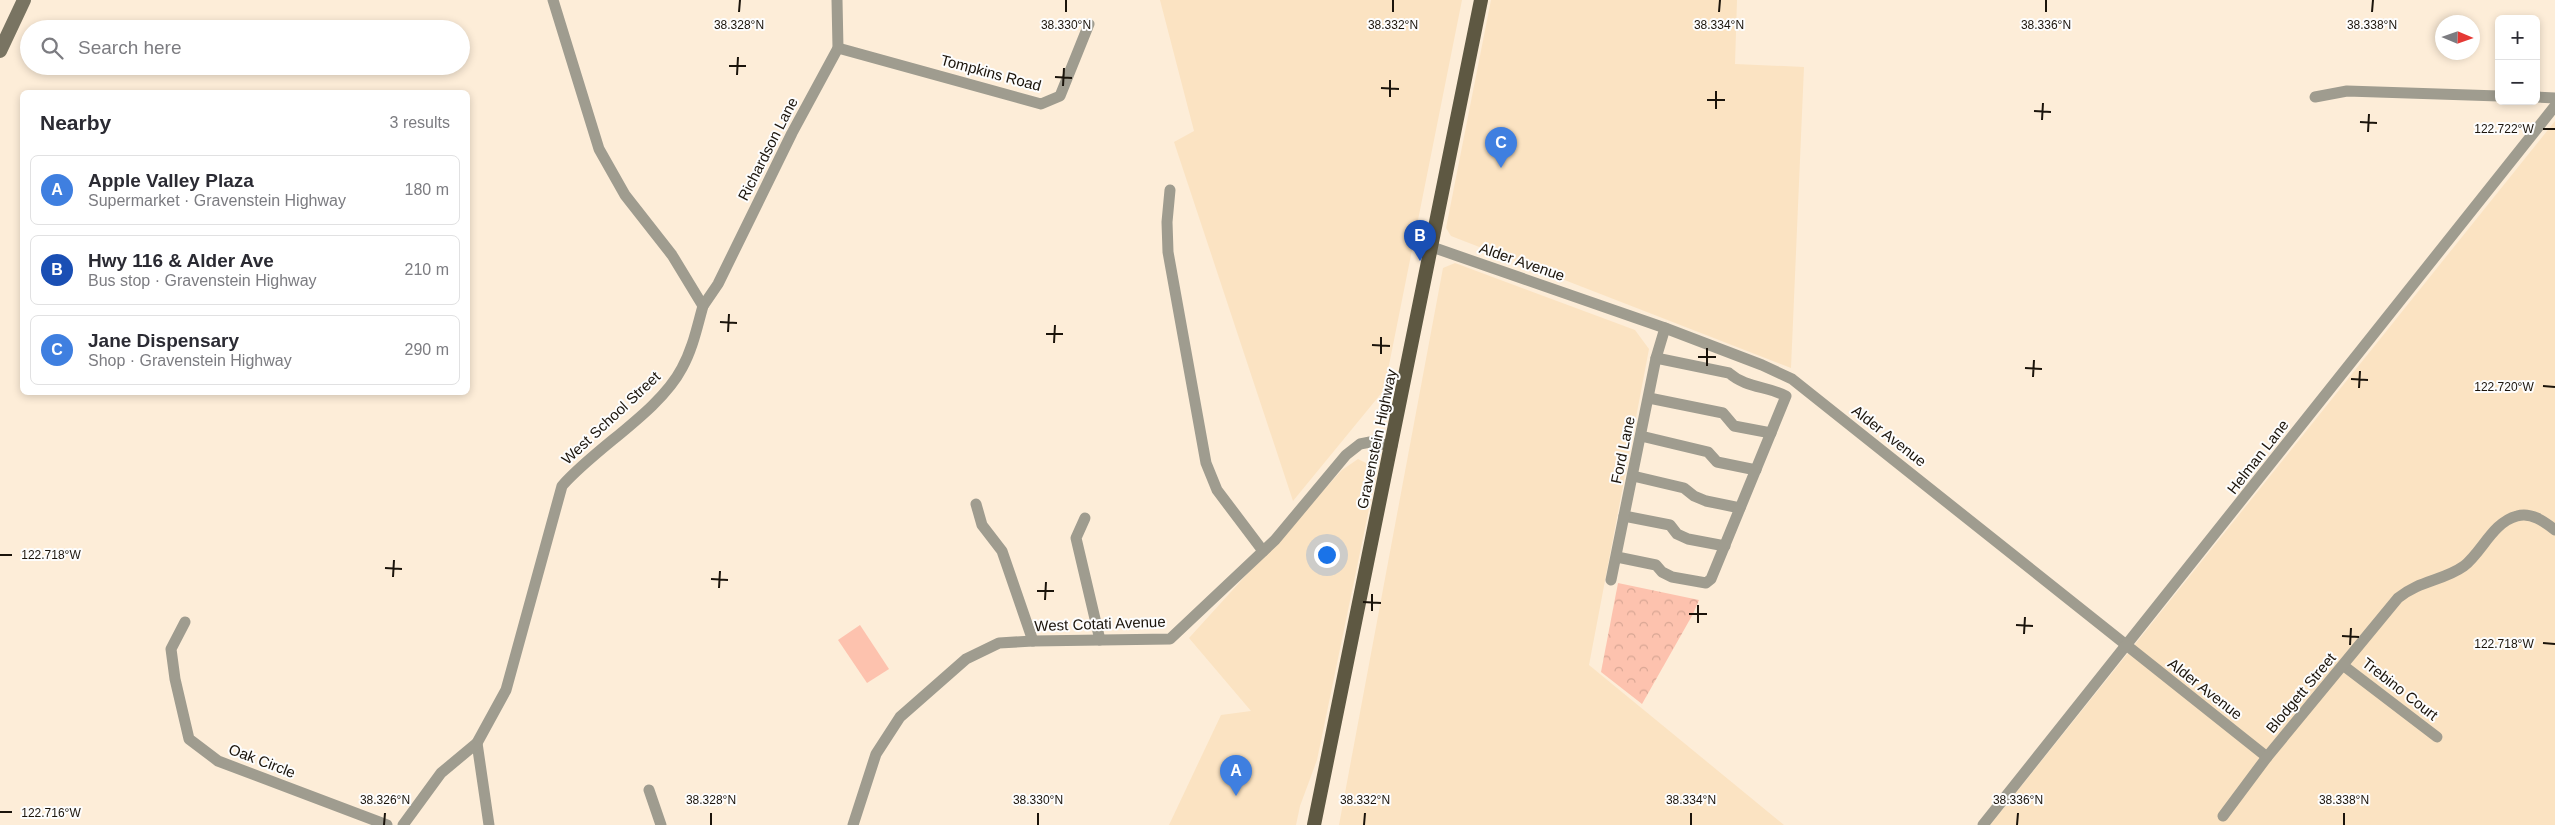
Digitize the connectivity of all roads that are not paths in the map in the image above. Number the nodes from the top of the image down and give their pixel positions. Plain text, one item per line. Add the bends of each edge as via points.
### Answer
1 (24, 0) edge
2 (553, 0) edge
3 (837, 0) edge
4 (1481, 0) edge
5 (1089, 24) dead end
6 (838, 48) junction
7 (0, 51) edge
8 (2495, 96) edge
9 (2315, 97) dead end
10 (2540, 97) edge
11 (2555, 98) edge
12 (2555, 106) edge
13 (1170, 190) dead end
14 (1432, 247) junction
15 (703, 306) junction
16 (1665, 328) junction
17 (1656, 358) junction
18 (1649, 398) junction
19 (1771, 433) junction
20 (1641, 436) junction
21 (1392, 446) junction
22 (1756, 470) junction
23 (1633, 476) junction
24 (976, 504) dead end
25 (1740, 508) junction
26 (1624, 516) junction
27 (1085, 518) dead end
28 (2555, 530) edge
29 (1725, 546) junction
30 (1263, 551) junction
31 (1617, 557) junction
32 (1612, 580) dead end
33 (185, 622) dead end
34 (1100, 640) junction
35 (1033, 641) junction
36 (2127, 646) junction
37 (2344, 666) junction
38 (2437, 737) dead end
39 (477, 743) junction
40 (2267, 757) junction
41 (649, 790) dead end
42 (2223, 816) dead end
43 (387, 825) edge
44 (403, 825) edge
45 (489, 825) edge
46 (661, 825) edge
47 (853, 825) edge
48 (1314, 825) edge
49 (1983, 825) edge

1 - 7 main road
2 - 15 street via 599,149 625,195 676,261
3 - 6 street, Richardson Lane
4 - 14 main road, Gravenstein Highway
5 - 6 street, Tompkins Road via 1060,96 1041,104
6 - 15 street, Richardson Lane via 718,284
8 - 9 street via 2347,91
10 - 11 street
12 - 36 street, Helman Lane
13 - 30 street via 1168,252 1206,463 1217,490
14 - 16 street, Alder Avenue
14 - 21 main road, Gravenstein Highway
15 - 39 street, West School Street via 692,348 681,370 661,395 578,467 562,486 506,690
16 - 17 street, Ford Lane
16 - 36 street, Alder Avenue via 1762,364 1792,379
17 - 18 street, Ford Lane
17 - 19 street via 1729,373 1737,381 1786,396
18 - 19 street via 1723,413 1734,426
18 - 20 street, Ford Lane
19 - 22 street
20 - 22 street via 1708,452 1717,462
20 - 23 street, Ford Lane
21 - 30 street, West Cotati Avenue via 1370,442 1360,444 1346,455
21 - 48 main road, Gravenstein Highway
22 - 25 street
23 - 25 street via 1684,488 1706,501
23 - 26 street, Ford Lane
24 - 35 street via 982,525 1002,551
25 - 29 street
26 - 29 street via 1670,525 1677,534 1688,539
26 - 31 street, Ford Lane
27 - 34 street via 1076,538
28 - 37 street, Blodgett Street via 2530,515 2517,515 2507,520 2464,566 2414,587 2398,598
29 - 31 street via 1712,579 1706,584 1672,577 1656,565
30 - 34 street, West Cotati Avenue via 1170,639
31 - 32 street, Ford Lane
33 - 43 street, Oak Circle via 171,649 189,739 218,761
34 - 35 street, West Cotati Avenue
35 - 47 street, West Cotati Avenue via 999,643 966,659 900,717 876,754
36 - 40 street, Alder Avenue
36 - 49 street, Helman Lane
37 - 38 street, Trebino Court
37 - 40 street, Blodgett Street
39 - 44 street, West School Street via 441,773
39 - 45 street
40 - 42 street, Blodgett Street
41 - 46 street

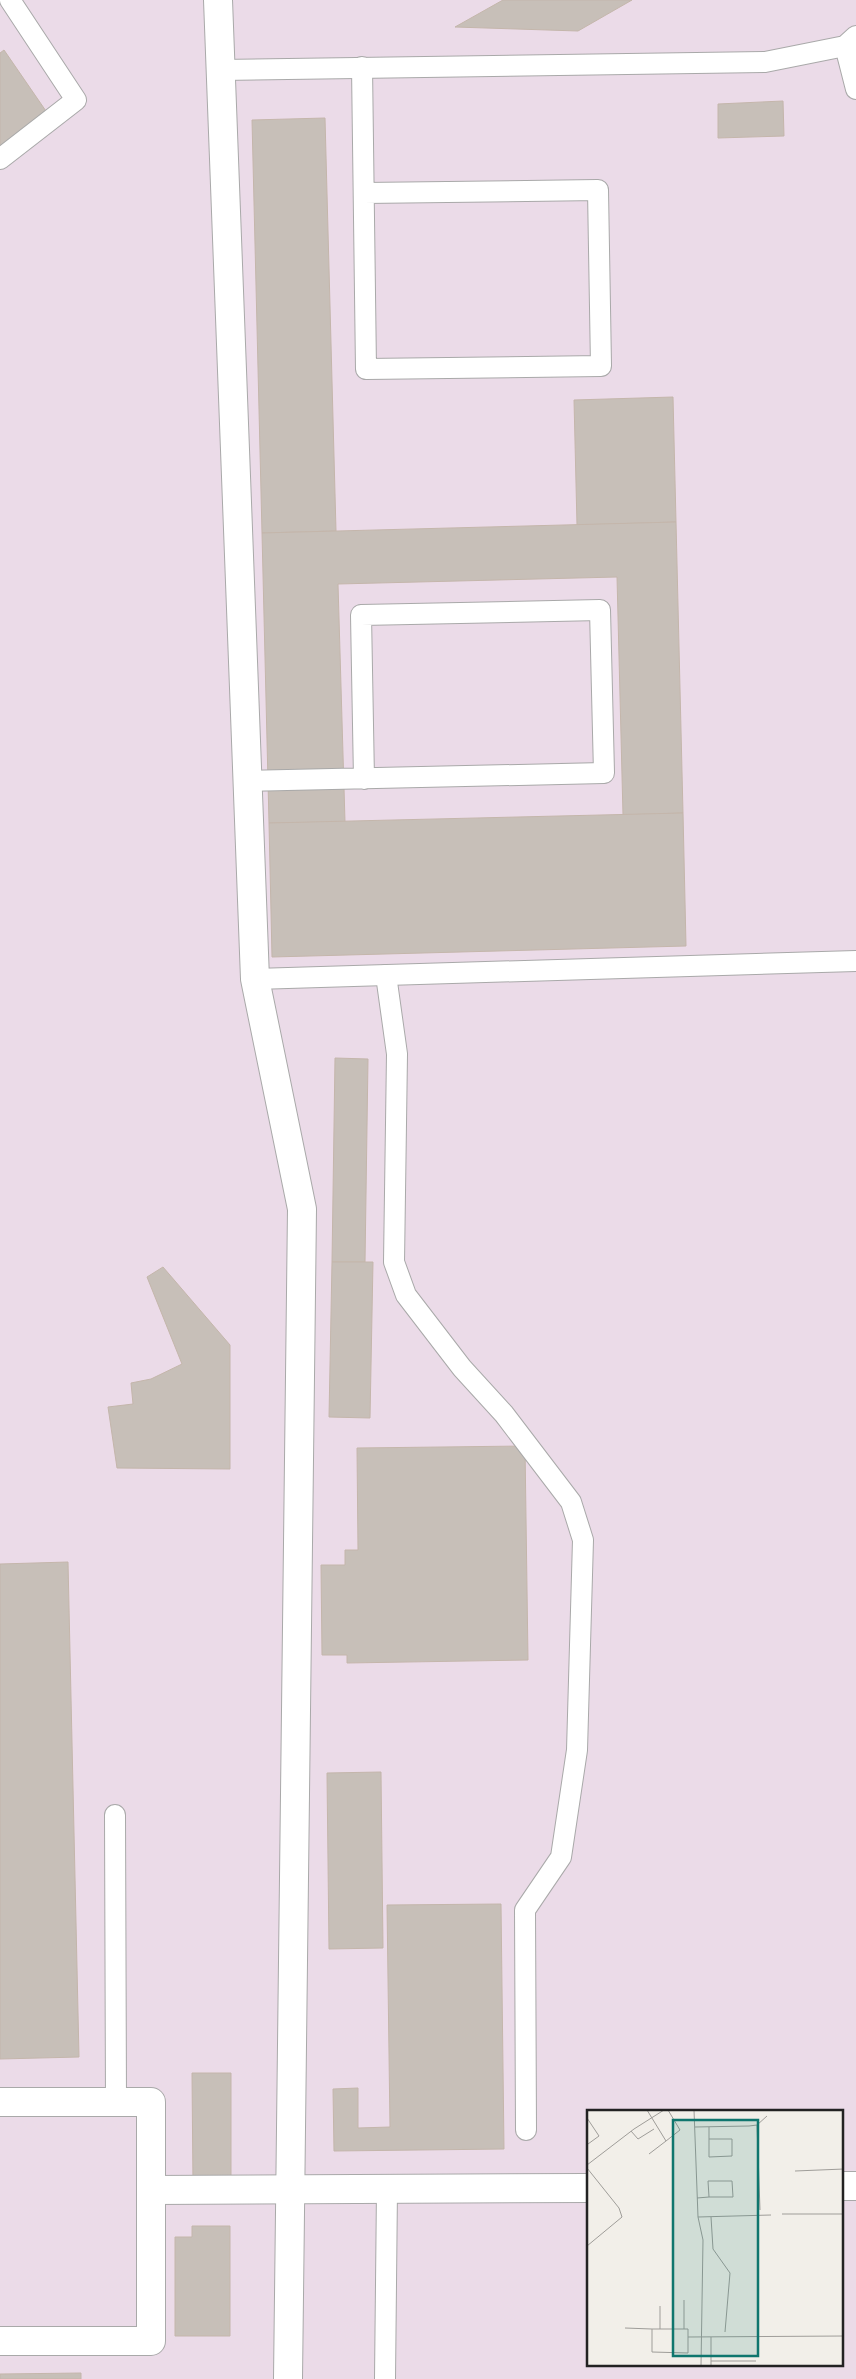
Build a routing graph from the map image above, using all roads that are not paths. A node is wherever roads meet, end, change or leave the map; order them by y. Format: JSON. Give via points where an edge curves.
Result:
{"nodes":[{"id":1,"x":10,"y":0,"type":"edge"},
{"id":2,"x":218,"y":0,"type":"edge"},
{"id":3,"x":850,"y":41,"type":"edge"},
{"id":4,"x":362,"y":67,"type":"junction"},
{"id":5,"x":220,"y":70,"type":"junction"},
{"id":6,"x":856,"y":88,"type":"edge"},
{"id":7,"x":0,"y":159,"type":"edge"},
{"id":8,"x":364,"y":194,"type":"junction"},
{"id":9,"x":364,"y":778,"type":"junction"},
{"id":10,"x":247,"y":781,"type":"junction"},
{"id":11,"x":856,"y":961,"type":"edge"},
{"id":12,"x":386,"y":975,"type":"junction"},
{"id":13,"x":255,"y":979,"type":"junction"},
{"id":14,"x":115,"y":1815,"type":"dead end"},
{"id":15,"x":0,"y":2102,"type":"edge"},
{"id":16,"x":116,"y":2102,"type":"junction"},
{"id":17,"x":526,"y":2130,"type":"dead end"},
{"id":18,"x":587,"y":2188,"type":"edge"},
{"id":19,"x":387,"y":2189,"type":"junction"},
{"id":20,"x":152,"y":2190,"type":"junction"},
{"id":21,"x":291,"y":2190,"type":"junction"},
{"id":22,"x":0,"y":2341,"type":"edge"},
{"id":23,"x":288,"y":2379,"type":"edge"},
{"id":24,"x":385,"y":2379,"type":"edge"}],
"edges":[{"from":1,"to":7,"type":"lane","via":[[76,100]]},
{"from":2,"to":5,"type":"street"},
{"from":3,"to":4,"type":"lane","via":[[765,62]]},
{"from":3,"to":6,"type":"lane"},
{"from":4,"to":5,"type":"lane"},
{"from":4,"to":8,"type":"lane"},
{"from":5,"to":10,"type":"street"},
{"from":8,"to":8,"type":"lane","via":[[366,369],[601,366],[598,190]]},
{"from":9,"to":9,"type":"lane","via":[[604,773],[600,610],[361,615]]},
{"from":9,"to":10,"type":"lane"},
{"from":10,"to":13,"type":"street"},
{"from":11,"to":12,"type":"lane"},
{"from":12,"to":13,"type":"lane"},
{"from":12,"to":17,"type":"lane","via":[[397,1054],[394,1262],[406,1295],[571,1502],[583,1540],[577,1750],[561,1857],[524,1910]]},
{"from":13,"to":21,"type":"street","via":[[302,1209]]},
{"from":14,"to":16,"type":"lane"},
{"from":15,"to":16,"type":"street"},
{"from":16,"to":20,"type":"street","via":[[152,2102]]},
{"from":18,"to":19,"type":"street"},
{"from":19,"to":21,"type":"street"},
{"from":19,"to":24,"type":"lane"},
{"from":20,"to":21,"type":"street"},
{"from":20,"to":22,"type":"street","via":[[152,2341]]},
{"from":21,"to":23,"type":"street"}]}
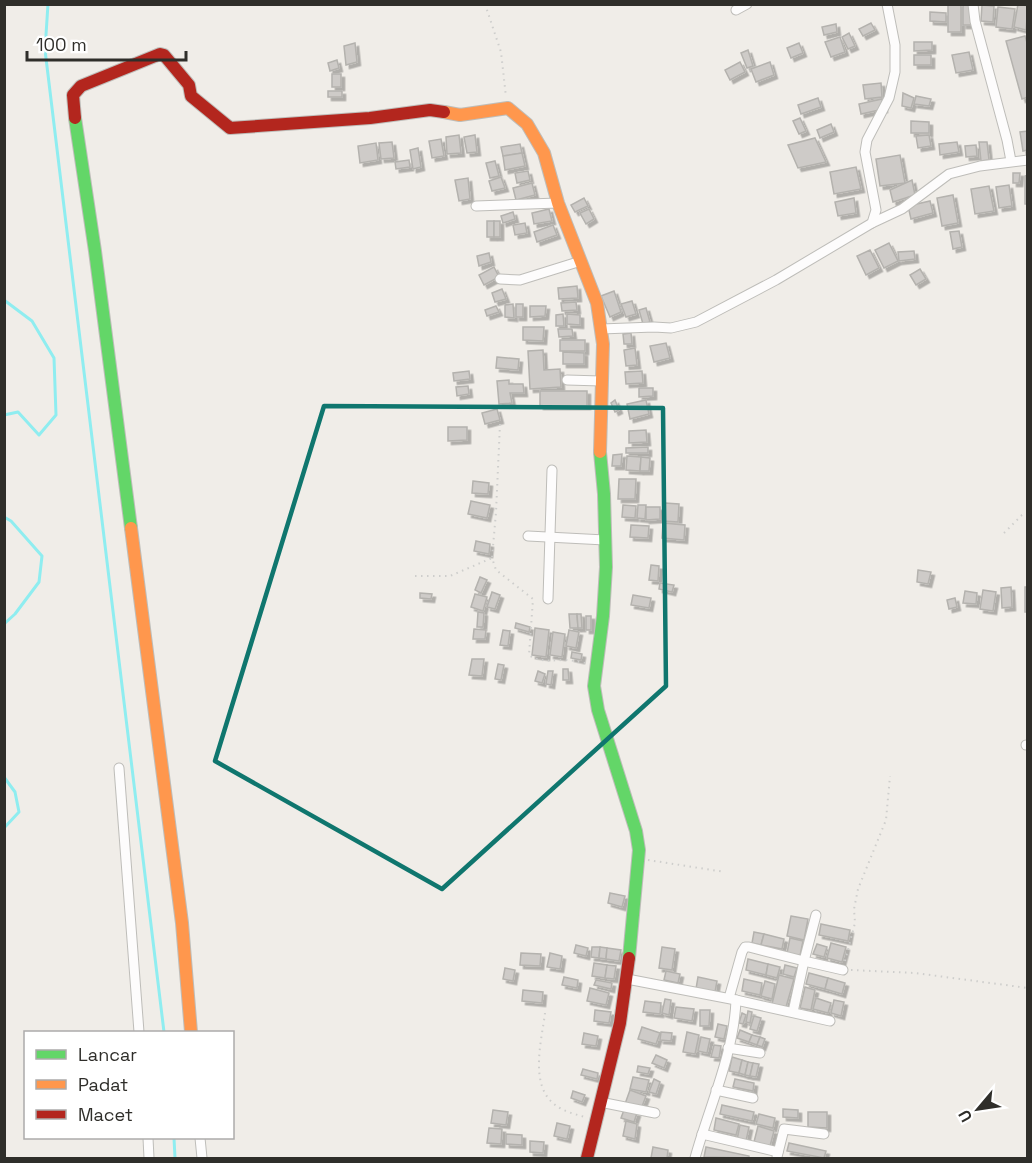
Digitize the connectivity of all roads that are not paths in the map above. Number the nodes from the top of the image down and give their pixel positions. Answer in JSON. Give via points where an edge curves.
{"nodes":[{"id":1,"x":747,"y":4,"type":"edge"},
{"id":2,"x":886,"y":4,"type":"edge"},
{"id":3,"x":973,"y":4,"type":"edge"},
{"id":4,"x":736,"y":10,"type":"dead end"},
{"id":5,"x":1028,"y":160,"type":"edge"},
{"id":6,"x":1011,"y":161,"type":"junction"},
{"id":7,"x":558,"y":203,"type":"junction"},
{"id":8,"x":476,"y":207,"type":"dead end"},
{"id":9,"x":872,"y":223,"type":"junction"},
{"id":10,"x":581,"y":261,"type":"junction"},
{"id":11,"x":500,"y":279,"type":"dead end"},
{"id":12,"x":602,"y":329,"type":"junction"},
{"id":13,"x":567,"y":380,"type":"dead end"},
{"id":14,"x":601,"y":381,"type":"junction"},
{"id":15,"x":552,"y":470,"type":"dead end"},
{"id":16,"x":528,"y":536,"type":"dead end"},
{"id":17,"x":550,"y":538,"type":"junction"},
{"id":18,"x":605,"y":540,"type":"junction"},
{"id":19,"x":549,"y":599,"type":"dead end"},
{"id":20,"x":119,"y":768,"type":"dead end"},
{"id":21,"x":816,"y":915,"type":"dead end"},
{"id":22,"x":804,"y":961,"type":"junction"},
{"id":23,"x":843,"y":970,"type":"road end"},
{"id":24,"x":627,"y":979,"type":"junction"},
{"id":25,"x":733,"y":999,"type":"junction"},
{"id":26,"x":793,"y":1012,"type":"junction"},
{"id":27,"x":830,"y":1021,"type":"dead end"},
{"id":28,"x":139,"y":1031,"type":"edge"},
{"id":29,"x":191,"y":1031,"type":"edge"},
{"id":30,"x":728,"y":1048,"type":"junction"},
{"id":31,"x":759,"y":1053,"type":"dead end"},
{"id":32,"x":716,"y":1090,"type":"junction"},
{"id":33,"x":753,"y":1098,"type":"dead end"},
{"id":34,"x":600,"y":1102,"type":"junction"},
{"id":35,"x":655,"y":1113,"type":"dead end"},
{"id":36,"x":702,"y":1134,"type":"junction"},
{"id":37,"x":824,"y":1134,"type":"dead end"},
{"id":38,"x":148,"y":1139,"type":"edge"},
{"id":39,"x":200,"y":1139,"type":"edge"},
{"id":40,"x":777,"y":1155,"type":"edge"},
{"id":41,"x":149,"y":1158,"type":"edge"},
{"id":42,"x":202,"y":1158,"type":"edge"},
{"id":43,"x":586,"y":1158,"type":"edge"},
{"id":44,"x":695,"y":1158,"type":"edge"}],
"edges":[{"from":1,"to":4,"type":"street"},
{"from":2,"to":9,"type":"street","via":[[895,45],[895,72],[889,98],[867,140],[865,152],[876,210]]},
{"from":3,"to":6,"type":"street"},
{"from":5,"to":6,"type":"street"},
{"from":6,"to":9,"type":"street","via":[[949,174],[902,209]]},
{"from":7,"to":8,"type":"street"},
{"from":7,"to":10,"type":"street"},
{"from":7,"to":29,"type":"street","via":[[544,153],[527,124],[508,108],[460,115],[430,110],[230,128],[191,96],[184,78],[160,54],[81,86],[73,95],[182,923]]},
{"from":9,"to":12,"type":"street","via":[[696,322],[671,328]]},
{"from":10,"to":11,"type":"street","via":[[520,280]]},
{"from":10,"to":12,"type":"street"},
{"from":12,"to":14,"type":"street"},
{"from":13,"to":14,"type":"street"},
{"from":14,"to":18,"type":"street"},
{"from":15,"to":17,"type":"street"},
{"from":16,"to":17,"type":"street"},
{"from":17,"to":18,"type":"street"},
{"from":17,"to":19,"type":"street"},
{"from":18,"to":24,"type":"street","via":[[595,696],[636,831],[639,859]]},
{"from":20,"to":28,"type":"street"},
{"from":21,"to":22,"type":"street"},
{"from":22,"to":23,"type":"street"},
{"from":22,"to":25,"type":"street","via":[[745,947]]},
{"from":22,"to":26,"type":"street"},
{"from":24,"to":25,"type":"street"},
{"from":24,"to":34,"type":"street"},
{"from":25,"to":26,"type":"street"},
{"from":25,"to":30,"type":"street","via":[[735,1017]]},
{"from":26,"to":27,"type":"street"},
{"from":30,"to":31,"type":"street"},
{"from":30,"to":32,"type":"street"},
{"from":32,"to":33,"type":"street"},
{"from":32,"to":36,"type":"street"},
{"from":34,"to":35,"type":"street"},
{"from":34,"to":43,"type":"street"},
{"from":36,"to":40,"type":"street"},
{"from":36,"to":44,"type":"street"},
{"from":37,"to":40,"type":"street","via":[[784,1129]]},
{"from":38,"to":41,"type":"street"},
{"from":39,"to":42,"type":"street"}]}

□ □ □ □ □ □ □

# Assigned task
What is the number of lines in the data that hold the word "Gravenstein"? Reply with that number and nothing else.

# Task output
3